This week we will be reading and discussing James M. Caine’s Mildred Pierce, one of three extremely influential hardboiled novels by this author—the other two being The Postman Always Rings Twice (1934) and Double Indemnity (1943, though serialized in 1936). What’s interesting about these novels is that all of them have film versions that are themselves classics, and represent some of the best examples of film noir of the 1940s. We’ve already watched Billy Wilder’s 1944 classic Double Indemnity, and we’ll be looking at a few clips from the film version of Mildred Pierce (1945) and The Postman Always Rings Twice (1946) tomorrow.

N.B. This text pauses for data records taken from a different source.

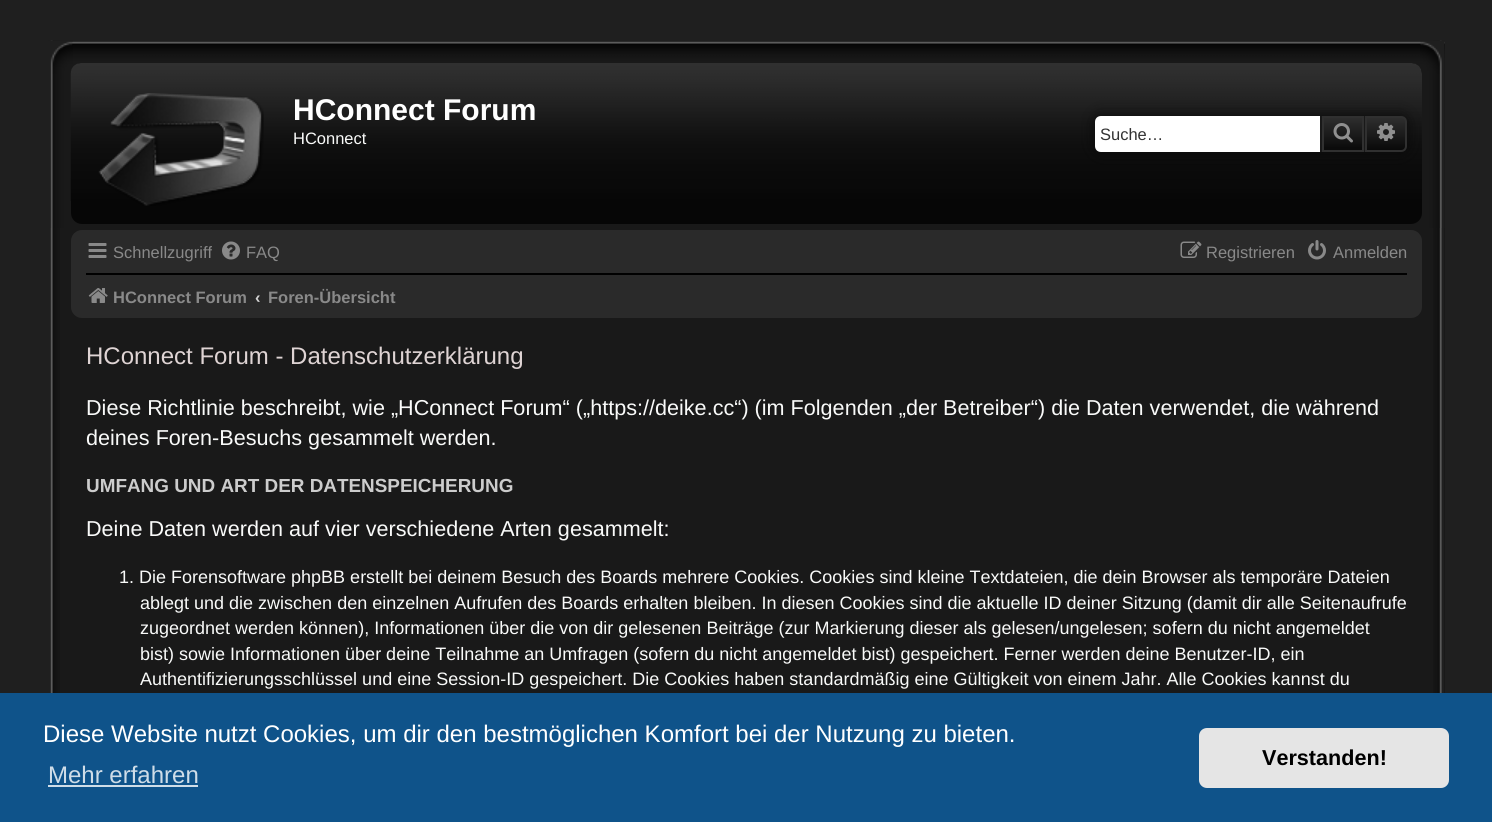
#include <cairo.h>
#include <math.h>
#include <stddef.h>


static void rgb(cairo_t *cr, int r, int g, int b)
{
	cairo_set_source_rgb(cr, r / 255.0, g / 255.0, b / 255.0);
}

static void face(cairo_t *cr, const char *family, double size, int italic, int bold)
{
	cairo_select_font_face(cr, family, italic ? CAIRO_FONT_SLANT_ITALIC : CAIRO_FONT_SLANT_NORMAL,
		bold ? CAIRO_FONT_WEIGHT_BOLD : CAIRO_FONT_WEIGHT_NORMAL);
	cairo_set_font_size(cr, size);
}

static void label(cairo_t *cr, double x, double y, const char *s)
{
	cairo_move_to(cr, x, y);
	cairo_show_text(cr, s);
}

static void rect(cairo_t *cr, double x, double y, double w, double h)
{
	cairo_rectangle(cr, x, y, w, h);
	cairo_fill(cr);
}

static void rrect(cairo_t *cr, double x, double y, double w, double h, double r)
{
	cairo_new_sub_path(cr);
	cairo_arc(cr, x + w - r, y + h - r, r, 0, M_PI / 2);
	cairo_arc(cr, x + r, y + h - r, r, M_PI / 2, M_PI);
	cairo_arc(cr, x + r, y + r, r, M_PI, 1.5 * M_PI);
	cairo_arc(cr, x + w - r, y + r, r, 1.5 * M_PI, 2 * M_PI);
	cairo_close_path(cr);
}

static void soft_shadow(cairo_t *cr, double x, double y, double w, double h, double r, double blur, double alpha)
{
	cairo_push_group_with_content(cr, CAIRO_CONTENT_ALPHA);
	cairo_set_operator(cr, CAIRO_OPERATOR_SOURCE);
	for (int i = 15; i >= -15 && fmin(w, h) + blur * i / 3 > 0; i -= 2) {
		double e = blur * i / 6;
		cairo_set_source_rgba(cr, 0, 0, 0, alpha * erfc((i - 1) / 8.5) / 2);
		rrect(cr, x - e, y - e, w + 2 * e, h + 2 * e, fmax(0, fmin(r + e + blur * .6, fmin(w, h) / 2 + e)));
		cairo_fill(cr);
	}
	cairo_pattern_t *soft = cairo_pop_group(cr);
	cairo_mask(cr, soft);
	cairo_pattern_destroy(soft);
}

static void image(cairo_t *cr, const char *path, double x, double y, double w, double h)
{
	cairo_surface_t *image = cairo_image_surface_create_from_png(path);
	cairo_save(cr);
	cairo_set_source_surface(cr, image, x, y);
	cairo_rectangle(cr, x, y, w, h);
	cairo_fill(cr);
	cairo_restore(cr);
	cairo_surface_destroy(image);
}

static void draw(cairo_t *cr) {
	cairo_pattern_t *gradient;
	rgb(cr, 31, 31, 31);
	cairo_paint(cr);
	rgb(cr, 25, 25, 25);
	rect(cr, 60, 41, 1385, 652);
	image(cr, "image0.png", 48, 40, 12, 653);
	image(cr, "image1.png", 1433, 40, 11, 653);
	image(cr, "image2.png", 48, 40, 1397, 188);
	image(cr, "image3.png", 48, 40, 25, 188);
	image(cr, "image4.png", 1420, 40, 25, 188);
	rgb(cr, 6, 6, 6);
	rrect(cr, 71, 63, 1351, 161, 11);
	cairo_fill(cr);
	image(cr, "image5.png", 70, 63, 1352, 138);
	image(cr, "image6.png", 98, 93, 166, 113);
	face(cr, "Liberation Sans", 30, 0, 1);
	rgb(cr, 255, 255, 255);
	label(cr, 293, 120, "HConnect Forum");
	face(cr, "Liberation Sans", 16.5, 0, 0);
	rgb(cr, 249, 250, 249);
	label(cr, 293, 144, "HConnect");
	rgb(cr, 9, 9, 9);
	soft_shadow(cr, 1095, 116, 312, 36, 6, 7.5, 1);
	rgb(cr, 255, 255, 255);
	cairo_new_path(cr);
	cairo_move_to(cr, 1101, 116);
	cairo_line_to(cr, 1320, 116);
	cairo_line_to(cr, 1320, 152);
	cairo_line_to(cr, 1101, 152);
	cairo_curve_to(cr, 1097.5, 152, 1095, 149.5, 1095, 146);
	cairo_line_to(cr, 1095, 122);
	cairo_curve_to(cr, 1095, 118.5, 1097.5, 116, 1101, 116);
	cairo_close_path(cr);
	cairo_fill(cr);
	rgb(cr, 51, 51, 51);
	label(cr, 1100, 140, "Suche…");
	gradient = cairo_pattern_create_linear(1343, 116, 1343, 152);
	cairo_pattern_add_color_stop_rgba(gradient, 0, 0.188, 0.188, 0.188, 1);
	cairo_pattern_add_color_stop_rgba(gradient, 1, 0.027, 0.027, 0.027, 1);
	cairo_set_source(cr, gradient);
	cairo_pattern_destroy(gradient);
	rect(cr, 1324, 118, 38, 29);
	cairo_rectangle(cr, 1323, 117, 40, 34);
	rgb(cr, 48, 48, 48);
	cairo_stroke(cr);
	rgb(cr, 25, 25, 25);
	rect(cr, 1364, 116, 1, 36);
	rect(cr, 1320, 116, 2, 36);
	image(cr, "image7.png", 1333, 123, 20, 20);
	gradient = cairo_pattern_create_linear(1386, 116, 1386, 152);
	cairo_pattern_add_color_stop_rgba(gradient, 0, 0.188, 0.188, 0.188, 1);
	cairo_pattern_add_color_stop_rgba(gradient, 1, 0.027, 0.027, 0.027, 1);
	cairo_set_source(cr, gradient);
	cairo_pattern_destroy(gradient);
	cairo_new_path(cr);
	cairo_move_to(cr, 1366, 117);
	cairo_line_to(cr, 1401, 117);
	cairo_curve_to(cr, 1404, 117, 1406, 119, 1406, 122);
	cairo_line_to(cr, 1406, 146);
	cairo_curve_to(cr, 1406, 149, 1404, 151, 1401, 151);
	cairo_line_to(cr, 1366, 151);
	cairo_close_path(cr);
	cairo_fill_preserve(cr);
	rgb(cr, 48, 48, 48);
	cairo_stroke(cr);
	image(cr, "image8.png", 1377, 123, 18, 18);
	rgb(cr, 42, 42, 42);
	rrect(cr, 71, 230, 1351, 88, 11);
	cairo_fill(cr);
	image(cr, "image9.png", 88, 243, 19, 15);
	rgb(cr, 137, 137, 137);
	label(cr, 113, 258, "Schnellzugriff");
	image(cr, "image10.png", 222, 241, 18, 19);
	label(cr, 246, 258, "FAQ");
	image(cr, "image11.png", 1180, 241, 22, 17);
	label(cr, 1206, 258, "Registrieren");
	image(cr, "image12.png", 1308, 240, 18, 20);
	label(cr, 1333, 258, "Anmelden");
	rgb(cr, 0, 0, 0);
	rect(cr, 86, 273, 1321, 2);
	image(cr, "image13.png", 88, 288, 20, 15);
	face(cr, "Liberation Sans", 16.5, 0, 1);
	rgb(cr, 137, 137, 137);
	label(cr, 113, 303, "HConnect Forum");
	rgb(cr, 211, 211, 211);
	label(cr, 255, 303, "‹");
	rgb(cr, 137, 137, 137);
	label(cr, 268, 303, "Foren-Übersicht");
	face(cr, "Liberation Sans", 24, 0, 0);
	rgb(cr, 223, 212, 212);
	label(cr, 86, 364, "HConnect Forum - Datenschutzerklärung");
	face(cr, "Liberation Sans", 21.6, 0, 0);
	rgb(cr, 249, 250, 249);
	label(cr, 86, 415, "Diese Richtlinie beschreibt, wie „HConnect Forum“ („https://deike.cc“) (im Folgenden „der Betreiber“) die Daten verwendet, die während");
	label(cr, 86, 445, "deines Foren-Besuchs gesammelt werden.");
	face(cr, "Liberation Sans", 18.9, 0, 1);
	rgb(cr, 204, 204, 204);
	label(cr, 86, 492, "UMFANG UND ART DER DATENSPEICHERUNG");
	face(cr, "Liberation Sans", 21.6, 0, 0);
	rgb(cr, 249, 250, 249);
	label(cr, 86, 536, "Deine Daten werden auf vier verschiedene Arten gesammelt:");
	face(cr, "Liberation Sans", 18, 0, 0);
	label(cr, 119, 583, "1. Die Forensoftware phpBB erstellt bei deinem Besuch des Boards mehrere Cookies. Cookies sind kleine Textdateien, die dein Browser als temporäre Dateien");
	label(cr, 140, 609, "ablegt und die zwischen den einzelnen Aufrufen des Boards erhalten bleiben. In diesen Cookies sind die aktuelle ID deiner Sitzung (damit dir alle Seitenaufrufe");
	label(cr, 140, 634, "zugeordnet werden können), Informationen über die von dir gelesenen Beiträge (zur Markierung dieser als gelesen/ungelesen; sofern du nicht angemeldet");
	label(cr, 140, 660, "bist) sowie Informationen über deine Teilnahme an Umfragen (sofern du nicht angemeldet bist) gespeichert. Ferner werden deine Benutzer-ID, ein");
	label(cr, 140, 685, "Authentifizierungsschlüssel und eine Session-ID gespeichert. Die Cookies haben standardmäßig eine Gültigkeit von einem Jahr. Alle Cookies kannst du");
	rgb(cr, 15, 83, 138);
	rect(cr, 0, 693, 1492, 129);
	face(cr, "Liberation Sans", 24, 0, 0);
	rgb(cr, 255, 255, 255);
	label(cr, 43, 742, "Diese Website nutzt Cookies, um dir den bestmöglichen Komfort bei der Nutzung zu bieten.");
	rgb(cr, 207, 221, 232);
	label(cr, 48, 783, "Mehr erfahren");
	rect(cr, 48, 785, 150, 2);
	rgb(cr, 229, 229, 229);
	rrect(cr, 1199, 728, 250, 60, 8);
	cairo_fill(cr);
	face(cr, "Liberation Sans", 21.6, 0, 1);
	rgb(cr, 0, 0, 0);
	label(cr, 1262, 765, "Verstanden!");
}

int main(void) {
	cairo_surface_t *surface = cairo_image_surface_create(CAIRO_FORMAT_RGB24, 1492, 822);
	cairo_t *cr = cairo_create(surface);
	cairo_font_options_t *options = cairo_font_options_create();
	cairo_font_options_set_hint_metrics(options, CAIRO_HINT_METRICS_OFF);
	cairo_font_options_set_hint_style(options, CAIRO_HINT_STYLE_NONE);
	cairo_set_font_options(cr, options);
	cairo_set_miter_limit(cr, 4);
	draw(cr);
	cairo_surface_write_to_png(surface, "render.png");
	cairo_font_options_destroy(options);
	cairo_destroy(cr);
	cairo_surface_destroy(surface);
	return 0;
}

One of the tensions we will discuss moving forward in this class is how film is informing literature during the twentieth century and vice versa. Particularly within film noir which is arguably the most enduring style/genre/idea to emerge during the golden age of Hollywood. In fact, all but one book we will read for the rest of the semester has a film interpretation, hell Mildred Pierce was turned into an HBO miniseries just last year. How do we start thinking about the role reading film plays in our understanding of the literature? How are film versions of these books interpretations? More on this tomorrow.
Additionally, I would like you all to start thinking about the role gender plays in framing out the narrative tensions in novel. Also, how do they reflect the moment in which the book was both written and read? How does Mildred compare to women we have read about or seen on film thus far? How would you start framing an argument around the role gender plays in driving the narrative? We spent some time in class last night looking specifically at particular passages from the novel that focus on the theme of gender; I would like you all to keep these and mind and starting highlighting your own for tomorrow’s discussion. I will be eliciting your readings of how the theme of gender is being explored in the second half of the novel. Read closely! Also, below is the audio from last night’s class, there are a few glitches, but it’s pretty clean overall, let me know if you have any issues or questions.
Something that might be of interest to the class is Paul Schrader’s “Notes on Film Noir” (http://isites.harvard.edu/fs/docs/icb.topic897925.files/Schrader%20on%20Notes%20on%20Film%20Noir.pdf). Maybe it’s superfluous after Naremore’s book, but it’s a quick read and it gives some nice historical context to film noir. And it makes a great list for recommended viewing.